Jacinth smiled, well pleased.
'Yes,' she said, 'it really is like a fairy-tale. And'——She hesitated a little. 'You don't know, Francie, what more may not come. Do you remember our saying that morning to Marmy, how lovely it would be if some day we had a house like this for our home, and how he and we would pay visits to each other?'
Frances's face grew rather pink.
'Do you mean if,' she said, her voice growing lower and lower—'if Lady Myrtle left it to us, to you? I don't like, Jass, to'——
'Oh, how matter-of-fact you are!' said Jacinth impatiently; 'I don't mean anything but what I say. Lady Myrtle says she is going to invite us all—papa and mamma and us three—to stay with her when they come home, and it's a very big house, and she has no relations she cares for. It might get to be almost like our home. And Lady Myrtle is the sort of person that often speaks of getting old and—and dying. I daresay she makes plans for what she'd like to be done with her things—I know I should—though I hope she'll live twenty years, and I daresay she will, dear old thing.'
Frances would have accepted this simply enough, and after all, Jacinth felt as she said. The thought that 'some day' Robin Redbreast might be her home would be quite enough for her, and she already loved her kind old friend sincerely. But one sentence in her sister's speech startled Frances with a quick sharp stab: 'No relations that she cares for.'
Somehow, in the pleasure and excitement of coming to Robin Redbreast, she had forgotten about the Harpers. Now all her old feelings of chivalry for them, and wishes that she could be the means of helping them, rushed back upon her, and she felt as if she had, in some queer way, been faithless, even though she was debarred from doing anything, debarred even from telling Jacinth all she knew. And Frances was unaccustomed to hide her feelings; her face at once grew grave and almost distressed looking.
'What is the matter, Frances?' said Jacinth. 'You are such a kill-joy. What are you looking so reproachful about?'
'I didn't mean—I'm not looking reproachful,' said Frances; 'it was only—oh, just something of my own I was thinking of.'
'Well then, I wish you would think of something cheerful, and not screw your face up as if you were going to cry. I don't want Lady Myrtle to think we've been quarrelling up here.'
Frances swallowed down a lump in her throat, which was far too apt to come there on small provocation.

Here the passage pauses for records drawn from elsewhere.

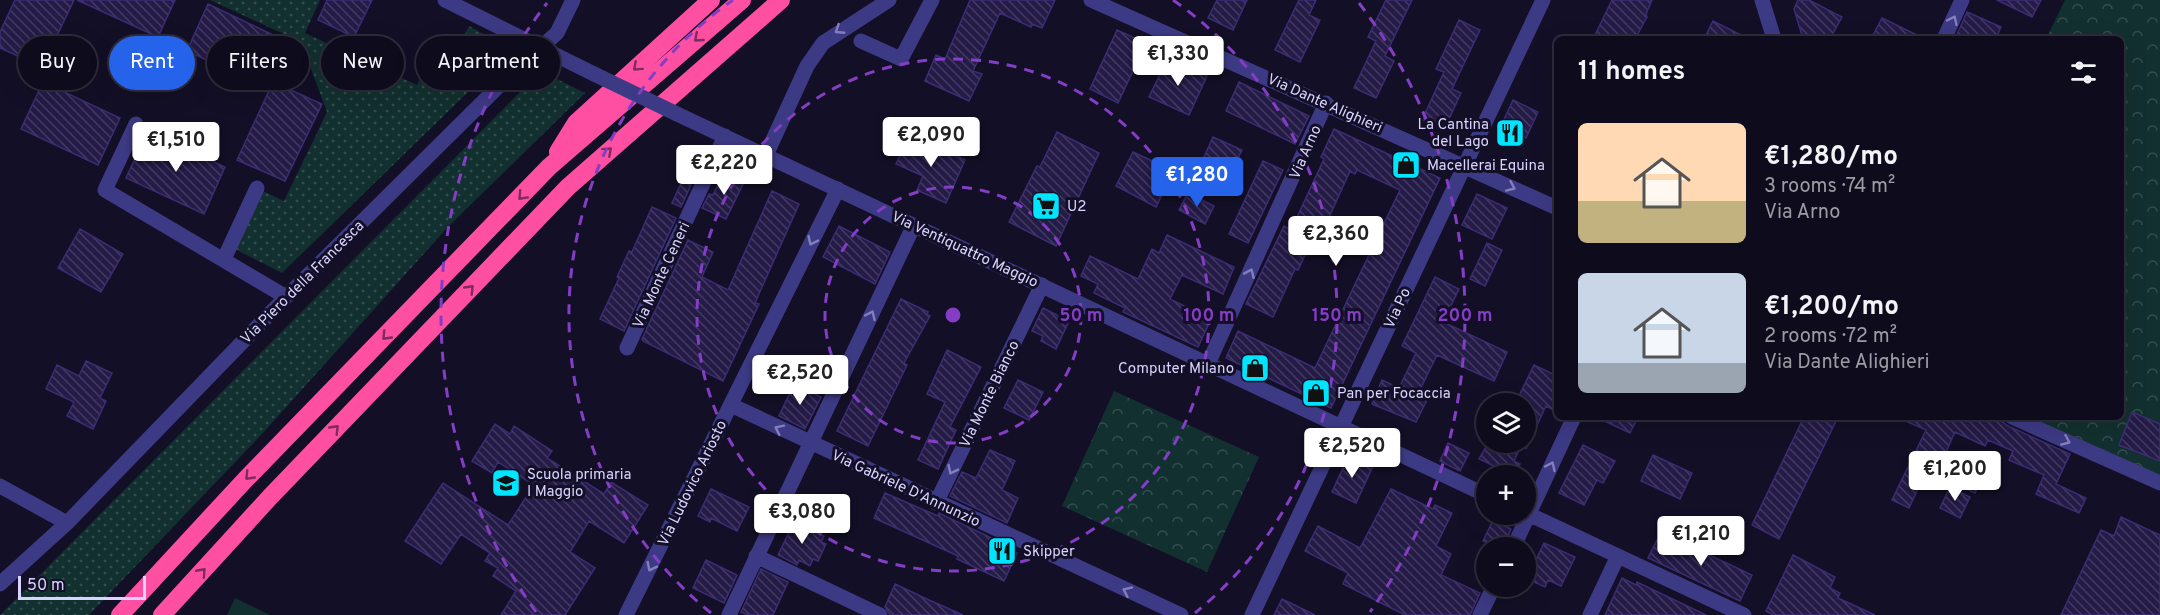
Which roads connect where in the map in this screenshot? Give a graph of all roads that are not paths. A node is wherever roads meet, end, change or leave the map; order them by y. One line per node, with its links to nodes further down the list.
1 (445, 0): 14 (street, Via Ventiquattro Maggio)
2 (573, 0): 15 (street, Via Piero della Francesca)
3 (711, 0): 26 (highway, one-way to 26)
4 (742, 0): 26 (highway, one-way to 26)
5 (781, 0): 13 (highway)
6 (798, 0): 13 (highway)
7 (889, 0): 24 (street, one-way to 24)
8 (932, 0): 18 (street)
9 (1091, 0): 21 (street, Via Dante Alighieri)
10 (1543, 0): 25 (street, Via Po)
11 (1762, 0): 16 (street)
12 (1962, 0): 17 (street, one-way to 12)
13 (764, 13): 53 (highway, one-way to 13)
14 (518, 36)
15 (555, 36)
16 (1773, 36)
17 (1945, 36)
18 (861, 41)
19 (560, 57): 23 (street, Via Ventiquattro Maggio, bridge)
20 (499, 90): 33 (street, Via Piero della Francesca)
21 (1326, 103): 25 (street, Via Dante Alighieri); 35 (street, Via Arno, one-way to 21)
22 (136, 124): 31 (street)
23 (725, 136): 24 (street, Via Ventiquattro Maggio); 34 (street, Via Monte Ceneri)
24 (766, 155): 28 (street, Via Ventiquattro Maggio)
25 (1464, 166): 29 (street, Via Dante Alighieri, one-way to 29); 39 (street, Via Po)
26 (549, 167): 52 (highway, one-way to 52)
27 (257, 188): 31 (street)
28 (838, 189): 30 (street, Via Ventiquattro Maggio); 36 (street, Via Ludovico Ariosto, one-way to 36)
29 (1554, 207)
30 (914, 225): 32 (street, Via Ventiquattro Maggio); 40 (street, one-way to 30)
31 (224, 259): 33 (street)
32 (1042, 285): 35 (street, Via Ventiquattro Maggio); 45 (street, Via Monte Bianco, one-way to 45)
33 (286, 297): 47 (street, Via Piero della Francesca)
34 (627, 348)
35 (1208, 364): 39 (street, Via Ventiquattro Maggio)
36 (731, 405): 40 (street, Via Gabriele D'Annunzio, one-way to 36); 54 (street, Via Ludovico Ariosto, one-way to 54)
37 (1573, 420): 44 (street, one-way to 37)
38 (2020, 420): 41 (street, one-way to 41)
39 (1341, 427): 43 (street, Via Ventiquattro Maggio); 58 (street, Via Po)
40 (810, 444): 45 (street, Via Gabriele D'Annunzio); 48 (street)
41 (2160, 483)
42 (0, 486): 47 (street)
43 (1476, 490)
44 (1536, 495)
45 (936, 503): 57 (street, Via Gabriele D'Annunzio, one-way to 45)
46 (1536, 518): 49 (street)
47 (67, 523): 50 (street, Via Piero della Francesca)
48 (756, 556): 55 (street); 56 (street)
49 (1618, 556): 60 (street); 61 (street)
50 (0, 584)
51 (1489, 597): 59 (street)
52 (120, 615)
53 (162, 615)
54 (626, 615)
55 (729, 615)
56 (880, 615)
57 (1181, 615)
58 (1252, 615)
59 (1480, 615)
60 (1590, 615)
61 (1744, 615)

'Of course Lady Myrtle would never think such a thing, or if she did, she would only think I was naughty or silly or something. She'd never dream of you being anything but perfect, Jass. I do like her for that,' said Frances.

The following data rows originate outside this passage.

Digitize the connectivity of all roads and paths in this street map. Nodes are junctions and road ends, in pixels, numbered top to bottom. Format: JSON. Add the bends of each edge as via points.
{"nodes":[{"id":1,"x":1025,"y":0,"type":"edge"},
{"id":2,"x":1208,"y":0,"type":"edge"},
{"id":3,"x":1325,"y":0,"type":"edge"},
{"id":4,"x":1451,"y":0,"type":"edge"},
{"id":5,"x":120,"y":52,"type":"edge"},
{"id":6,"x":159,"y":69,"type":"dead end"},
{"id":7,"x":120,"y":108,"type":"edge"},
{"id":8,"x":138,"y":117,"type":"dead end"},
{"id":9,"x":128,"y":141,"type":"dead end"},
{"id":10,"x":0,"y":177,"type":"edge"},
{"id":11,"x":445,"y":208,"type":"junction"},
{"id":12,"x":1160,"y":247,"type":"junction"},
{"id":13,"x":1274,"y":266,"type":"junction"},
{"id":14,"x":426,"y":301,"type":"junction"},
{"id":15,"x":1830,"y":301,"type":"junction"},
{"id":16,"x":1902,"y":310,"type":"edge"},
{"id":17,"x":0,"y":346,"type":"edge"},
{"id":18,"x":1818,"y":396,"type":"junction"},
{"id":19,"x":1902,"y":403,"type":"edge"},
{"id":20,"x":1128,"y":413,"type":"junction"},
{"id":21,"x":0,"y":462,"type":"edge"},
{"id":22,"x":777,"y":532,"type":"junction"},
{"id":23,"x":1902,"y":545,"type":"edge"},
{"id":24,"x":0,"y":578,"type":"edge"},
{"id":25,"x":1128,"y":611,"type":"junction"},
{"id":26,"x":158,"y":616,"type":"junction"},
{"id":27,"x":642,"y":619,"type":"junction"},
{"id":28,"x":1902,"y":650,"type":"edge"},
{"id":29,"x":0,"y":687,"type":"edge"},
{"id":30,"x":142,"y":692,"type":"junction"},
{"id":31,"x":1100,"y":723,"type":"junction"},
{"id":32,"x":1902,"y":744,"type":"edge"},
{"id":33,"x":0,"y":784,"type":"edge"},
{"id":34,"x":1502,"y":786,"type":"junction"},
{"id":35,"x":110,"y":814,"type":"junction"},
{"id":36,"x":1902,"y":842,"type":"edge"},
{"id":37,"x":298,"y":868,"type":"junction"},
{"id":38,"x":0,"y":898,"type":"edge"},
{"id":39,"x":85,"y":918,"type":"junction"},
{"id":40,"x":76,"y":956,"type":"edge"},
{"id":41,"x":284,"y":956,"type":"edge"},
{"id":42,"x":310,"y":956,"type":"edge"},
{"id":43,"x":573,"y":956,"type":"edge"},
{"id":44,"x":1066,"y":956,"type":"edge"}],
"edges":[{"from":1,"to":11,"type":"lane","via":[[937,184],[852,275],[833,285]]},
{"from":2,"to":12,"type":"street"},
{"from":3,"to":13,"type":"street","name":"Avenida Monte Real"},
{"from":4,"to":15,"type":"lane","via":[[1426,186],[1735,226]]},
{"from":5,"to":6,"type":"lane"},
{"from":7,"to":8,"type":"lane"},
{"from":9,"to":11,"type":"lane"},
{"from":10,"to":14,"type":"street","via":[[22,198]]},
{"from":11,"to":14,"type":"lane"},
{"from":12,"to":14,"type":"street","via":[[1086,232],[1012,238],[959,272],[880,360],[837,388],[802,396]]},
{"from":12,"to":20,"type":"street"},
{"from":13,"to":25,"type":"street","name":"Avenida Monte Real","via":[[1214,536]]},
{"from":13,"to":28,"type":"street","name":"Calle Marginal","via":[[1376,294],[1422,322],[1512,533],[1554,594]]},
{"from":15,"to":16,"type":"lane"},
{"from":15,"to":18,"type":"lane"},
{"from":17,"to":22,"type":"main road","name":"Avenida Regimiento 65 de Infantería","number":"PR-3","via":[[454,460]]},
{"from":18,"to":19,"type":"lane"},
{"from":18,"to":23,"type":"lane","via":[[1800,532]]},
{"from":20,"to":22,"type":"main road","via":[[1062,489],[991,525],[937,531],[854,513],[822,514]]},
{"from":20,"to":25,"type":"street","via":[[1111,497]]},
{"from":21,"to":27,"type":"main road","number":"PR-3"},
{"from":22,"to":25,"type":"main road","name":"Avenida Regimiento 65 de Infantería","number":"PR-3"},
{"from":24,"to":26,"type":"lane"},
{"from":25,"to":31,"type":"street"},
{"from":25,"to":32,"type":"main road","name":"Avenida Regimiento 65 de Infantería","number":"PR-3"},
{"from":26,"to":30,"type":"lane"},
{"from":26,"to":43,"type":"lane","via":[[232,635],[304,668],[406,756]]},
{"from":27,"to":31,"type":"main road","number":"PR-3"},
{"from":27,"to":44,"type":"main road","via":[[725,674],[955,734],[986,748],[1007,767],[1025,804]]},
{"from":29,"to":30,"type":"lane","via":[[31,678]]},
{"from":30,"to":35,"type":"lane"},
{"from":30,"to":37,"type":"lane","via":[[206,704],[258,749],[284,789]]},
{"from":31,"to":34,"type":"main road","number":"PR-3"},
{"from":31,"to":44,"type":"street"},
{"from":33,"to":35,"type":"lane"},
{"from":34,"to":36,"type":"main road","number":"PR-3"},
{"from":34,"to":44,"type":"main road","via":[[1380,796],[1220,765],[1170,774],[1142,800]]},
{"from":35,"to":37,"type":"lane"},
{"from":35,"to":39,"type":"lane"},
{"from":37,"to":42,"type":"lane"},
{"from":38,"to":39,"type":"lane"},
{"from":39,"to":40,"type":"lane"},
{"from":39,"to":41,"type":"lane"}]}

'You should like her for everything. I'm sure she's as kind as she can possibly be,' said Jacinth.
'Yes,' said Frances, 'she is.'
Then they ran down-stairs again to the library, where Lady Myrtle had told them she would be. They found her improving her acquaintance with Eugene, who was chattering away in a most confiding and friendly fashion, even retailing to her his self-congratulation at having been the first cause of their making friends.
'For you see if I hadn't been so fir—wursty,' with a great effort, 'that day, and made Jacinth let me ask; no,' suddenly recollecting himself, 'she didn't let me, but you heard me over the wall, Lady Myrtle; that was it, wasn't it? So it did come of me being wursty, didn't it?'
'Yes, my dear, of course it did,' the old lady replied, with a smile.
But just then the luncheon gong sounded and they all made their way into the dining-room. All went well till about half-way through the meal, when a sudden thought struck Lady Myrtle.
'Oh Jacinth, my dear,' she said, 'I was forgetting to tell you. Your young friend at school, Honor Falmouth, is the niece of my friend. I was writing to her husband the other day about a business matter—he is one of my trustees—and I asked the question. I thought it would interest you to hear it.'
'Yes,' said Jacinth, 'of course it does. She is a very nice girl indeed, but she is a good deal older than I. She plays beautifully, and next term she is going somewhere—to Germany, I think—for the best music lessons she can have. Did you play the harp, when you were a girl, Lady Myrtle?' she went on rather eagerly. She was vaguely anxious to change the conversation, for she had still a half-nervous fear of Frances's indiscretion should the subject of their school-fellows be entered upon.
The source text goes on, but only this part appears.